プレイボーイ
「えぇ? 僕はそんなつもりじゃなかったんだけどな…… 誤解させてたなら謝るよ。」
 頬を狙って思い切り振り上げられた手をサッと避けると、女の子は悔しそうに「ワッ」っと泣いて走り去った。
 自分のこういうところが悪いとは自覚してるけど、チョット優しくしただけで本気で付き合っているもんだと想像を飛躍させられる女の子達の方も中々だと、御伽は苦笑いした。

 御伽はとにかく「女性」に甘い。もちろん対象年齢は設けているが、女の子達に囲まれる事自体嫌いではないので、女の子の方から望んで取り巻きに参加するなら御伽も優しく振る舞うようにしている。それが厄介ごとの原因だと解ってはいたものの、性分を治すことはできなかった。

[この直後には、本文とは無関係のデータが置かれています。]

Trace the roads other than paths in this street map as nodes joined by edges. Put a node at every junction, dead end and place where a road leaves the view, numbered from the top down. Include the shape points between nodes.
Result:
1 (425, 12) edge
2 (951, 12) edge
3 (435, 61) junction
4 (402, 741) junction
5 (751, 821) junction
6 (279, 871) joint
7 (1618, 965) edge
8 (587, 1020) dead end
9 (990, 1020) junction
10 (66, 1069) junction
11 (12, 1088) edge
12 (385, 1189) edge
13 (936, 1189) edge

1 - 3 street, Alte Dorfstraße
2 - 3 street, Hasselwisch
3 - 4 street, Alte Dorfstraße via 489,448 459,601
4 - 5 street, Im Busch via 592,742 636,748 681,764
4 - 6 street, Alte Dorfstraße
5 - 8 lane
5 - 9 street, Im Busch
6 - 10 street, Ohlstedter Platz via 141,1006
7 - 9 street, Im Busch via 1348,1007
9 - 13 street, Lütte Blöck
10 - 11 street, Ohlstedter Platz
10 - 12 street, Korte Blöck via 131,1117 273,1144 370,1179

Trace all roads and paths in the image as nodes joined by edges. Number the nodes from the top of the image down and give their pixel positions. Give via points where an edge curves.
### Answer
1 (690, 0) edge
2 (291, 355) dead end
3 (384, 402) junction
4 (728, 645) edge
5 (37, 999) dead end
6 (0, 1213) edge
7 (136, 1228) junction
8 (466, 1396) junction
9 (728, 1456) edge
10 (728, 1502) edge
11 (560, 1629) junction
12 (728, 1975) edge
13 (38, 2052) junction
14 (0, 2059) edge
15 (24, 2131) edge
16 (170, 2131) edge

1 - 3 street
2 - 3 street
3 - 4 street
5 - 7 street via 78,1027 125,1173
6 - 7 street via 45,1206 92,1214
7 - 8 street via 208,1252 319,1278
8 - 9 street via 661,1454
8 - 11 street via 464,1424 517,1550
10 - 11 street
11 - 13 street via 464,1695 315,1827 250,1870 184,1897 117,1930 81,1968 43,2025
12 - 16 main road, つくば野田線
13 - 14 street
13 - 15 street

 まあ遊戯や城之内とは色々あったけど、今は和解してDDMも軌道に乗ってきたし、アメリカに行ったり来たりしているものの、合間合間で平和なスクールライフも満喫出来ている。窓際で後ろよりの席と、魅力的な転校生の役、取り巻きの女の子たち…… さらにはこのクラスで一番に目を付けた女の子の隣の席も確保済みときた。

「いつか本当に刺されるわよ。」

 なまえは本を片手に肘をつき、呆れたような目で御伽を見ていた。
 御伽の満たされた学校生活や運の良さとは裏腹に、希望する女の子をガールフレンドにするのは厳しそうだ。女の子の取り巻きは増える一方だというのに、肝心の隣の席の女の子はいつまでたっても自分に好意を寄せてくれない。
 御伽は上手くいかない世の中にため息が出た。

「大丈夫だよ。僕は別に、彼女たちに何かしたわけじゃないんだから。キスのひとつでもしてたら、話しは違うだろうけどね。」

 なまえがあからさまに顔をしかめて本から顔を上げる。
「待ってよ、冗談だって。僕は本当に手を出したりしてないって。」
 言い訳がましい言い方だったろうか。喋りながら御伽は自分を客観的に見ていた。どうにか話しの方向を変えたいところだが、つまらない内容で貴重な彼女との時間を消費したくはない。
 チラリと時計を見る。…休み時間はあと4分弱くらい。次の授業が終われば昼休みだ。御伽は今のうちにお昼の約束を取り付けようと、その算段で頭をフル回転させていた。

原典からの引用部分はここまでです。